Vous connaissez sûrement la douce sensation d’un souvenir agréable qui remonte: le parfum d’un amour de jeunesse flottant dans la rue, un bonbon au goût de ceux piqués dans le dos de maman ou un emballage de yoghurt inchangé depuis vingt ans. La série Heroes of Might & Magic, c’est exactement ça: une douce chaleur ludique réminiscente de mes premières heures de découvertes du PC.
A la vue du « VII » derrière le titre du jeu et malgré mon enthousiasme, je me prends un certain nombre d’années dans les dents. Le temps où j’engloutissais mes vacances d’été dans Heroes of Might & Magic II me semble bien loin. Je me lance donc dans le premier scénario mi-heureux mi-vieux et s’il me restait encore une moitié, mi-horrifié. Le hub central est une salle de réunion médiévale où des modèles 3D fixes et hideux se racontent leurs aventures. Pas d’animation, pas de synchronisation labiale, pas le moindre petit truc animé ne vient briser ce cauchemar en dehors des mouvements de caméra. Les choses ne s’améliorent pas lorsque je choisis de lancer la campagne Necropolis aguiché par son héroïne émo-goth légèrement moins repoussante que les autres. Je me retrouve projeté à la protection d’un château sur le point de tomber. La quasi-totalité des combats que je dispute se trouvent être soit perdus d’avance (la défense des murailles) soit gagnés d’avance (mon héros). Vingt minutes de jeu et me voilà déjà plongé dans un ennui mortel. Qu’est-il advenu de mes souvenirs d’enfance?
La douce chaleur de mes souvenirs ne refera surface que plusieurs heures plus tard, après une exploration longue et douloureuse d’un mode histoire dont les enjeux m’ont laissé comme leur protagoniste, de marbre. Pour renouer avec le plaisir, il m’aura fallu me rappeler tardivement qu’un Heroes se joue en mode escarmouche ou ne se joue pas. Me voilà à nouveau en train de balader mon héros et son armée au gré de mes envies sur une immense carte dont le seul but est de faire ployer mes adversaires sous ma puissance sans limites. Construction de ma ville, flux de nouvelles recrues chaque semaine, collecte de ressources, génocide de monstres, conquête de villes adverses, ma petite course à la puissance se remet en place en un rien de temps. Seulement, là où je voyais plus jeune la fantastique histoire d’un héros portant son petit royaume vers la gloire, je vois aujourd’hui un jeu aux mécaniques quelque peu bancales. Les conquêtes suivent un ordre assez précis suggéré par la puissance des monstres neutres: il suffit donc d’être un minimum attentif pour grandir sans heurt majeur. Les combats sont dans 90% des cas déjà décidés avant même le premier coup d’épée. Il s’agit en réalité seulement d’optimiser les pertes pour ne pas ralentir la croissance de l’armée. Quant à l’adversaire, pour le vaincre il faut principalement optimiser (encore) son temps pour atteindre plus rapidement que lui une masse critique de combattants.

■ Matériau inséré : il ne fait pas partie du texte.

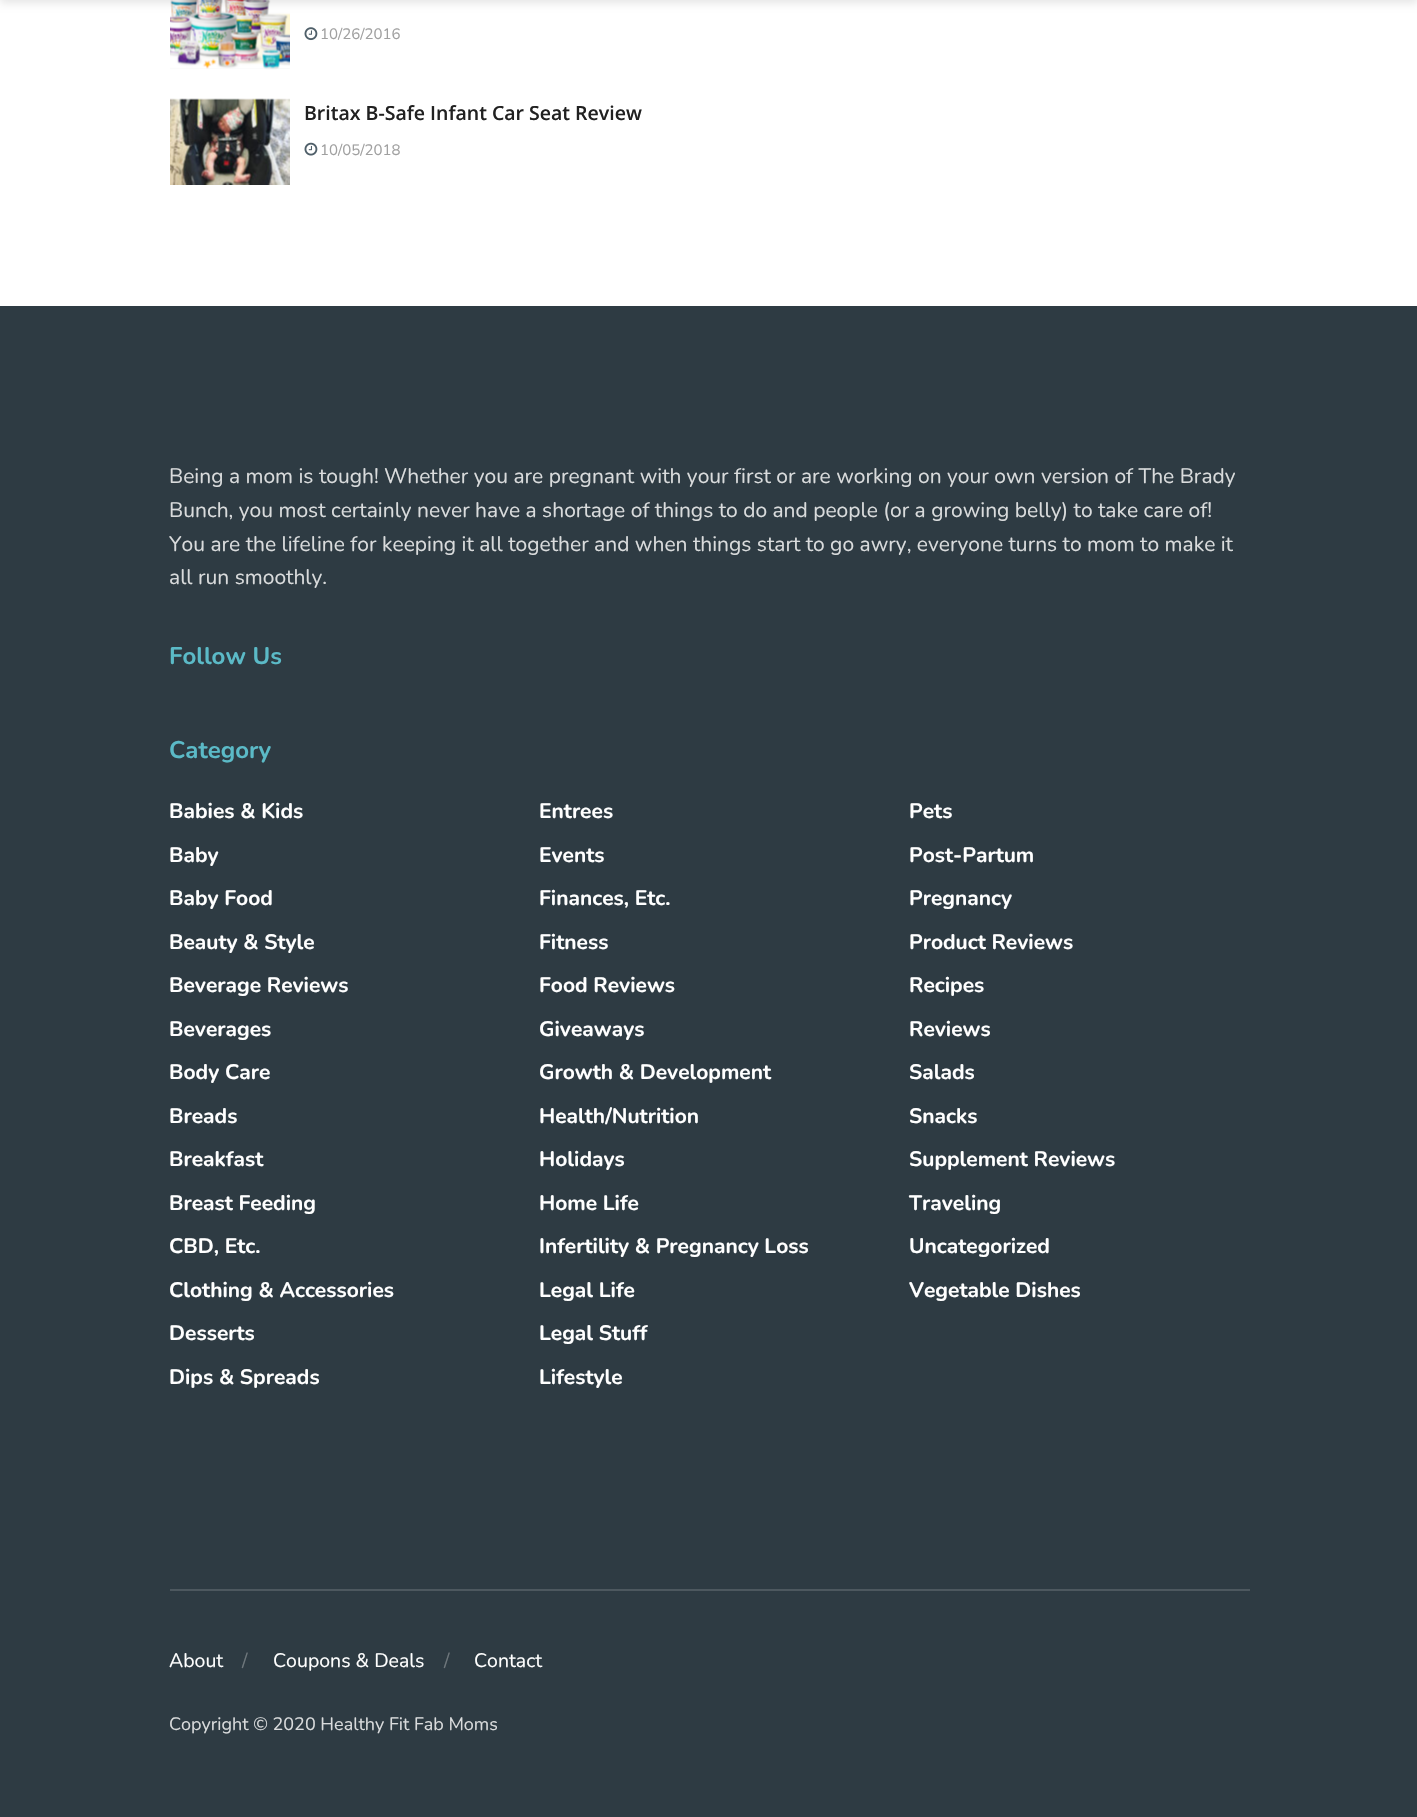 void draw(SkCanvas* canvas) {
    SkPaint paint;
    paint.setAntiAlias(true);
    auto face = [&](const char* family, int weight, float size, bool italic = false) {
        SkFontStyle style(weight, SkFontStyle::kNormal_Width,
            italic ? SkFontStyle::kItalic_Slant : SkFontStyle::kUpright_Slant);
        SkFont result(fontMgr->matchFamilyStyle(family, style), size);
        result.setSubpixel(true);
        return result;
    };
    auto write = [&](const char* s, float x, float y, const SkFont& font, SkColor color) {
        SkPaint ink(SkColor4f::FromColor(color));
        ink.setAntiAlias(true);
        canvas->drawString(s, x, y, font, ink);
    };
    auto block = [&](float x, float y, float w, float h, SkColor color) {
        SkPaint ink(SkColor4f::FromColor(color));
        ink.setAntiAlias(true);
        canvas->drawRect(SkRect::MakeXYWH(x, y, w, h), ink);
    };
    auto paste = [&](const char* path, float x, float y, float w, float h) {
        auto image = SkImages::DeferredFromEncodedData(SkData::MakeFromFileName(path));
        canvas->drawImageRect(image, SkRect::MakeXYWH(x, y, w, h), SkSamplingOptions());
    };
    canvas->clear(SK_ColorWHITE);
    block(170, 68, 120, 1, SkColorSetRGB(247, 247, 247));
    paste("pic2.png", 270, 68, 20, 1);
    paste("pic1.png", 170, 0, 120, 70);
    paint.setColor(SkColorSetARGB(26, 0, 0, 0));
    paint.setMaskFilter(SkMaskFilter::MakeBlur(kNormal_SkBlurStyle, 4.5f));
    canvas->drawRect(SkRect::MakeXYWH(0, -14, 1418, 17), paint);
    paint.setMaskFilter(nullptr);
    paste("pic3.png", 304, 27, 14, 14);
    auto kFont1 = face("Nunito", 400, 15);
    write("10/26/2016", 320, 39, kFont1, SkColorSetRGB(160, 160, 160));
    block(170, 99, 120, 1, SkColorSetRGB(247, 247, 247));
    paste("pic5.png", 270, 99, 20, 1);
    paste("pic4.png", 170, 98, 120, 87);
    auto kFont2 = face("Open Sans", 600, 19.5f);
    write("Britax B-Safe Infant Car Seat Review", 304, 120, kFont2, SkColorSetRGB(33, 33, 33));
    paste("pic6.png", 304, 142, 14, 14);
    write("10/05/2018", 320, 155, kFont1, SkColorSetRGB(160, 160, 160));
    block(0, 306, 1417, 1511, SkColorSetRGB(46, 59, 67));
    auto kFont3 = face("Nunito", 400, 21);
    write("Being a mom is tough! Whether you are pregnant with your first or are working on your own version of The Brady", 169, 483, kFont3, SkColorSetRGB(217, 219, 220));
    write("Bunch, you most certainly never have a shortage of things to do and people (or a growing belly) to take care of!", 169, 517, kFont3, SkColorSetRGB(217, 219, 220));
    write("You are the lifeline for keeping it all together and when things start to go awry, everyone turns to mom to make it", 169, 551, kFont3, SkColorSetRGB(217, 219, 220));
    write("all run smoothly.", 169, 584, kFont3, SkColorSetRGB(217, 219, 220));
    auto kFont4 = face("Nunito", 700, 24);
    write("Follow Us", 169, 664, kFont4, SkColorSetRGB(91, 186, 199));
    write("Category", 169, 758, kFont4, SkColorSetRGB(91, 186, 199));
    auto kFont5 = face("Nunito", 700, 21);
    write("Babies & Kids", 169, 818, kFont5, SK_ColorWHITE);
    write("Entrees", 539, 818, kFont5, SK_ColorWHITE);
    write("Pets", 909, 818, kFont5, SK_ColorWHITE);
    write("Baby", 169, 862, kFont5, SK_ColorWHITE);
    write("Events", 539, 862, kFont5, SK_ColorWHITE);
    write("Post-Partum", 909, 862, kFont5, SK_ColorWHITE);
    write("Baby Food", 169, 905, kFont5, SK_ColorWHITE);
    write("Finances, Etc.", 539, 905, kFont5, SK_ColorWHITE);
    write("Pregnancy", 909, 905, kFont5, SK_ColorWHITE);
    write("Beauty & Style", 169, 949, kFont5, SK_ColorWHITE);
    write("Fitness", 539, 949, kFont5, SK_ColorWHITE);
    write("Product Reviews", 909, 949, kFont5, SK_ColorWHITE);
    write("Beverage Reviews", 169, 992, kFont5, SK_ColorWHITE);
    write("Food Reviews", 539, 992, kFont5, SK_ColorWHITE);
    write("Recipes", 909, 992, kFont5, SK_ColorWHITE);
    write("Beverages", 169, 1036, kFont5, SK_ColorWHITE);
    write("Giveaways", 539, 1036, kFont5, SK_ColorWHITE);
    write("Reviews", 909, 1036, kFont5, SK_ColorWHITE);
    write("Body Care", 169, 1079, kFont5, SK_ColorWHITE);
    write("Growth & Development", 539, 1079, kFont5, SK_ColorWHITE);
    write("Salads", 909, 1079, kFont5, SK_ColorWHITE);
    write("Breads", 169, 1123, kFont5, SK_ColorWHITE);
    write("Health/Nutrition", 539, 1123, kFont5, SK_ColorWHITE);
    write("Snacks", 909, 1123, kFont5, SK_ColorWHITE);
    write("Breakfast", 169, 1166, kFont5, SK_ColorWHITE);
    write("Holidays", 539, 1166, kFont5, SK_ColorWHITE);
    write("Supplement Reviews", 909, 1166, kFont5, SK_ColorWHITE);
    write("Breast Feeding", 169, 1210, kFont5, SK_ColorWHITE);
    write("Home Life", 539, 1210, kFont5, SK_ColorWHITE);
    write("Traveling", 909, 1210, kFont5, SK_ColorWHITE);
    write("CBD, Etc.", 169, 1253, kFont5, SK_ColorWHITE);
    write("Infertility & Pregnancy Loss", 539, 1253, kFont5, SK_ColorWHITE);
    write("Uncategorized", 909, 1253, kFont5, SK_ColorWHITE);
    write("Clothing & Accessories", 169, 1297, kFont5, SK_ColorWHITE);
    write("Legal Life", 539, 1297, kFont5, SK_ColorWHITE);
    write("Vegetable Dishes", 909, 1297, kFont5, SK_ColorWHITE);
    write("Desserts", 169, 1340, kFont5, SK_ColorWHITE);
    write("Legal Stuff", 539, 1340, kFont5, SK_ColorWHITE);
    write("Dips & Spreads", 169, 1384, kFont5, SK_ColorWHITE);
    write("Lifestyle", 539, 1384, kFont5, SK_ColorWHITE);
    block(170, 1589, 1080, 2, SkColorSetRGB(77, 88, 95));
    auto kFont6 = face("Nunito", 400, 19.5f);
    write("About", 169, 1667, kFont6, SK_ColorWHITE);
    write("/", 242, 1667, kFont6, SkColorSetRGB(109, 118, 123));
    write("Coupons & Deals", 273, 1667, kFont6, SK_ColorWHITE);
    write("/", 444, 1667, kFont6, SkColorSetRGB(109, 118, 123));
    write("Contact", 474, 1667, kFont6, SK_ColorWHITE);
    auto kFont7 = face("Nunito", 400, 18);
    write("Copyright © 2020 Healthy Fit Fab Moms", 169, 1730, kFont7, SkColorSetRGB(217, 219, 220));
}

Indéniablement, lorsque l’on a goûté à la finesse mécanique des jeux d’aujourd’hui, ces rouages de gameplay un peu simples déçoivent. Pourtant, quand je vois l’exploitation mercantile écoeurante dans laquelle ont plongé les jeux de quête à la puissance ces dernières années, je ne peux m’empêcher de considérer ce retour de Heroes of Might & Magic avec bienveillance. Si les plus jeunes y verront sûrement une star déchue radotant de vieilles rengaines, j’y vois un doux souvenir venu me rappeler que parfois ne pas réfléchir et vouloir juste être le plus fort ça a du bon aussi.